= Directions =
Work out how many lines of the data hold the string "набережная", and reply with that number alone.

= Data section =
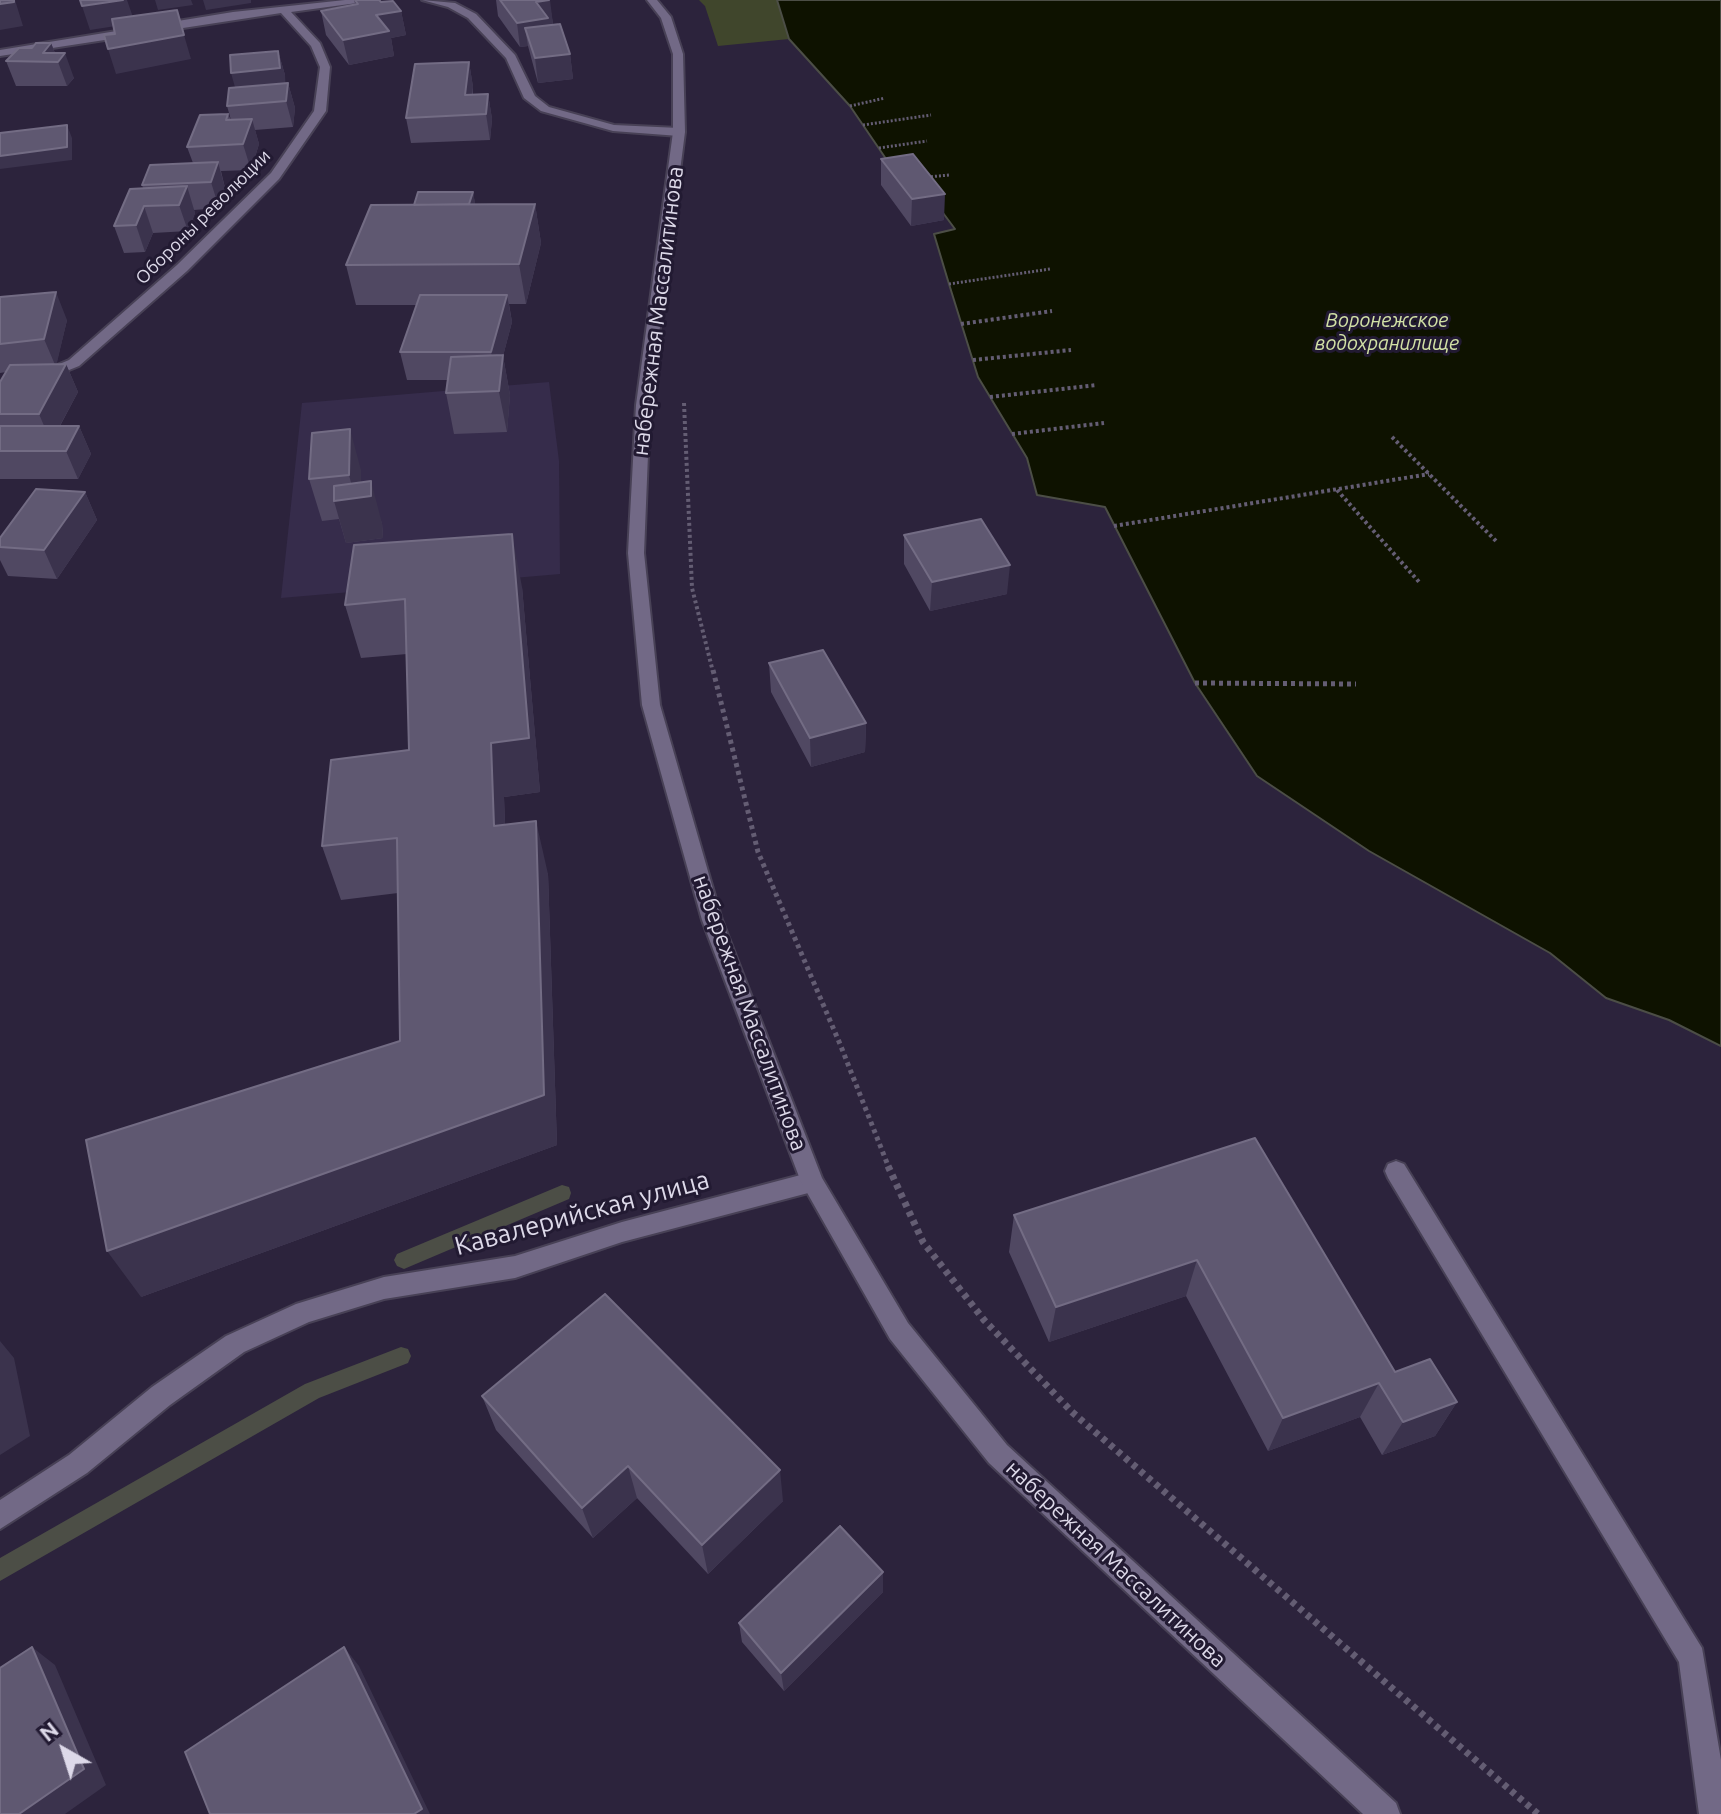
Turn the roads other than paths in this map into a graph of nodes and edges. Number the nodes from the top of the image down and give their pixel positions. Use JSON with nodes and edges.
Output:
{"nodes":[{"id":1,"x":374,"y":0,"type":"edge"},
{"id":2,"x":427,"y":0,"type":"edge"},
{"id":3,"x":652,"y":0,"type":"edge"},
{"id":4,"x":284,"y":10,"type":"junction"},
{"id":5,"x":0,"y":53,"type":"edge"},
{"id":6,"x":679,"y":132,"type":"junction"},
{"id":7,"x":0,"y":394,"type":"edge"},
{"id":8,"x":1396,"y":1171,"type":"dead end"},
{"id":9,"x":812,"y":1182,"type":"junction"},
{"id":10,"x":0,"y":1516,"type":"edge"},
{"id":11,"x":1385,"y":1814,"type":"edge"},
{"id":12,"x":1714,"y":1814,"type":"edge"}],
"edges":[{"from":1,"to":4,"type":"street"},
{"from":2,"to":6,"type":"street"},
{"from":3,"to":6,"type":"street","name":"набережная Массалитинова"},
{"from":4,"to":5,"type":"street"},
{"from":4,"to":7,"type":"street","name":"Обороны революции"},
{"from":6,"to":9,"type":"street","name":"набережная Массалитинова"},
{"from":8,"to":12,"type":"street"},
{"from":9,"to":10,"type":"street","name":"Кавалерийская улица"},
{"from":9,"to":11,"type":"street","name":"набережная Массалитинова"}]}
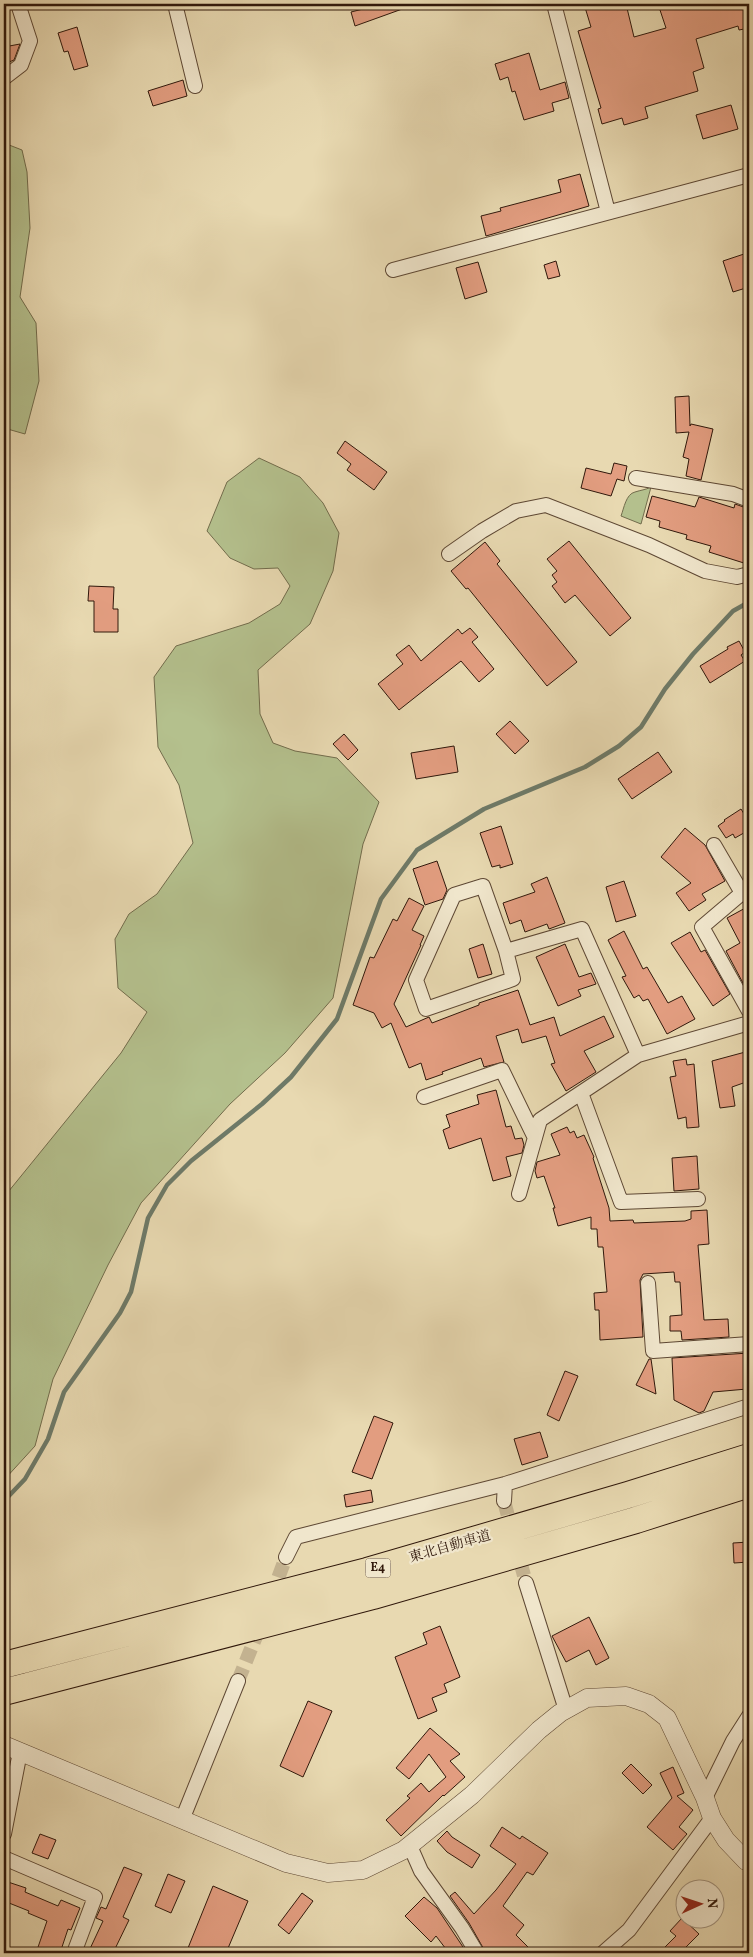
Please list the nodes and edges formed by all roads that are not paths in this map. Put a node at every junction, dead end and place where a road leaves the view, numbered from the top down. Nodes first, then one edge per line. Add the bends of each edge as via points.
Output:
1 (18, 4) edge
2 (175, 4) edge
3 (554, 4) edge
4 (4, 78) edge
5 (195, 86) dead end
6 (749, 175) edge
7 (608, 212) junction
8 (393, 270) dead end
9 (636, 478) dead end
10 (749, 500) edge
11 (449, 554) dead end
12 (749, 574) edge
13 (714, 845) dead end
14 (506, 951) junction
15 (749, 1011) edge
16 (749, 1023) edge
17 (638, 1055) junction
18 (581, 1093) junction
19 (424, 1097) dead end
20 (535, 1138) junction
21 (519, 1194) dead end
22 (698, 1199) dead end
23 (648, 1283) dead end
24 (749, 1344) edge
25 (749, 1406) edge
26 (749, 1457) edge
27 (505, 1484) junction
28 (749, 1484) edge
29 (504, 1501) tunnel mouth
30 (286, 1557) tunnel mouth
31 (526, 1583) tunnel mouth
32 (4, 1665) edge
33 (238, 1682) tunnel mouth
34 (4, 1692) edge
35 (566, 1710) junction
36 (749, 1716) edge
37 (4, 1745) edge
38 (20, 1752) junction
39 (705, 1798) junction
40 (712, 1818) junction
41 (182, 1820) junction
42 (4, 1834) edge
43 (410, 1846) junction
44 (4, 1858) edge
45 (749, 1862) edge
46 (74, 1953) edge
47 (477, 1953) edge
48 (603, 1953) edge

1 - 4 street via 30,41 21,65
2 - 5 street
3 - 7 street
6 - 7 street
7 - 8 street
9 - 10 street via 733,494
11 - 12 street via 516,512 546,505 649,545 705,571 737,577
13 - 15 street via 742,893 702,927
14 - 14 street via 513,979 426,1009 416,980 454,895 483,886
14 - 17 street via 582,929
16 - 17 street
17 - 18 street
18 - 20 street via 540,1120
18 - 22 street via 621,1202
19 - 20 street via 502,1070
20 - 21 street
23 - 24 street via 653,1351
25 - 27 street
26 - 32 highway, 東北自動車道 / E4 via 367,1571
27 - 29 street
27 - 30 street via 296,1538
28 - 34 highway, 東北自動車道 / E4 via 373,1596
31 - 35 street
33 - 41 street
35 - 39 street via 587,1698 626,1696 649,1704 667,1718
35 - 43 street
36 - 39 street
37 - 38 street
38 - 41 street
38 - 42 street
39 - 40 street
40 - 45 street via 726,1840
40 - 48 street via 629,1930
41 - 43 street via 286,1863 328,1873 363,1870
43 - 47 street via 421,1871
44 - 46 street via 95,1897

= Expected answer =
3